• **What is required**:
Of all the lines in the records below, copy only those that contain the string "graph".

=== Section Start ===

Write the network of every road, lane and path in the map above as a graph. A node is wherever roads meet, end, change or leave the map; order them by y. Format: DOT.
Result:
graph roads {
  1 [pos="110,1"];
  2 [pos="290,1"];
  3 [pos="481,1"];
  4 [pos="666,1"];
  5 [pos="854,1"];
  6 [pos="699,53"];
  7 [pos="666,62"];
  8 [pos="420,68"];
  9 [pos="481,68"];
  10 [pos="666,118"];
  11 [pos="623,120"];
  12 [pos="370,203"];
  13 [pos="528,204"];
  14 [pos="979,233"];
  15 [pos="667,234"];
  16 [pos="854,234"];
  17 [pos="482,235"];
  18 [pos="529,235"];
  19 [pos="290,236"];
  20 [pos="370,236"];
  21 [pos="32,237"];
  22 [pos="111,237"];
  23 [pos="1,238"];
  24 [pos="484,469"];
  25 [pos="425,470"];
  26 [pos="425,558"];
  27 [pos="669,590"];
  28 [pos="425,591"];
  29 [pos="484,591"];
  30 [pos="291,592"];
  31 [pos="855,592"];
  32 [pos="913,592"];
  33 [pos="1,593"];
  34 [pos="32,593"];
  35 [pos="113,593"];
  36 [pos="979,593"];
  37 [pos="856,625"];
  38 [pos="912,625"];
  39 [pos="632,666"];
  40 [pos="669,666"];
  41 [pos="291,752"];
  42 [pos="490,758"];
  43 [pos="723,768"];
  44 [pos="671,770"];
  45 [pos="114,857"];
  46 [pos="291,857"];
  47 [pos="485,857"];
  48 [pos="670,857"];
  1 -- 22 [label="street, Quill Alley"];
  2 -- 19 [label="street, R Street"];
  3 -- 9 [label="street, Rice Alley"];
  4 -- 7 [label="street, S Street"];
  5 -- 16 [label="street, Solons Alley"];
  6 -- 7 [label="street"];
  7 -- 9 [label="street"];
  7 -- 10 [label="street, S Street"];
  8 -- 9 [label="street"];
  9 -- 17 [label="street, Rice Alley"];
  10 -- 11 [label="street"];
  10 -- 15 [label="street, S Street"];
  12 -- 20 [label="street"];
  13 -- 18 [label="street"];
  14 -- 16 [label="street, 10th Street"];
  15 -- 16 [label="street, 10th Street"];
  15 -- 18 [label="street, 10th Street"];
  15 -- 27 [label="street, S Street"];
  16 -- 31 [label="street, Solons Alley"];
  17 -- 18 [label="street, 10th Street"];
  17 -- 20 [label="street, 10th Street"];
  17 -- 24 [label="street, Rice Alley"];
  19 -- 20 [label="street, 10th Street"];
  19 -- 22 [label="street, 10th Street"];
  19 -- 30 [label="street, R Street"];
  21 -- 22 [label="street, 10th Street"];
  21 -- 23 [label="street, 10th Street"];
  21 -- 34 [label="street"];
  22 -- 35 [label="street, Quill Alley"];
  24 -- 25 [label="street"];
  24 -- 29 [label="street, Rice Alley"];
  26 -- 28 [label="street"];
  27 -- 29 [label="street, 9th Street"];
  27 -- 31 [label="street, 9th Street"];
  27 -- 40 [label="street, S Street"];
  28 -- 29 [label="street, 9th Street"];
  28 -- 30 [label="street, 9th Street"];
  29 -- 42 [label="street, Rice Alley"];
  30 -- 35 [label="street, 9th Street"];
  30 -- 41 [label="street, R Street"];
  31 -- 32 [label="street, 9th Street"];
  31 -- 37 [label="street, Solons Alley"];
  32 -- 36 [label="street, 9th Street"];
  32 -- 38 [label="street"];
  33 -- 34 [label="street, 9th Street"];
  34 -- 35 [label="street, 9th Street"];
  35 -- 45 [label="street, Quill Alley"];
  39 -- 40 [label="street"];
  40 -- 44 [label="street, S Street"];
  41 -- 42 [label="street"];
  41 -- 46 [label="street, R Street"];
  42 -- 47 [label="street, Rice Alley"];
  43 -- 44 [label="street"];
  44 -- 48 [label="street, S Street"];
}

=== Section End ===

• **Output for this exercise**:
Write the network of every road, lane and path in the map above as a graph. A node is wherever roads meet, end, change or leave the map; order them by y. Format: DOT.
graph roads {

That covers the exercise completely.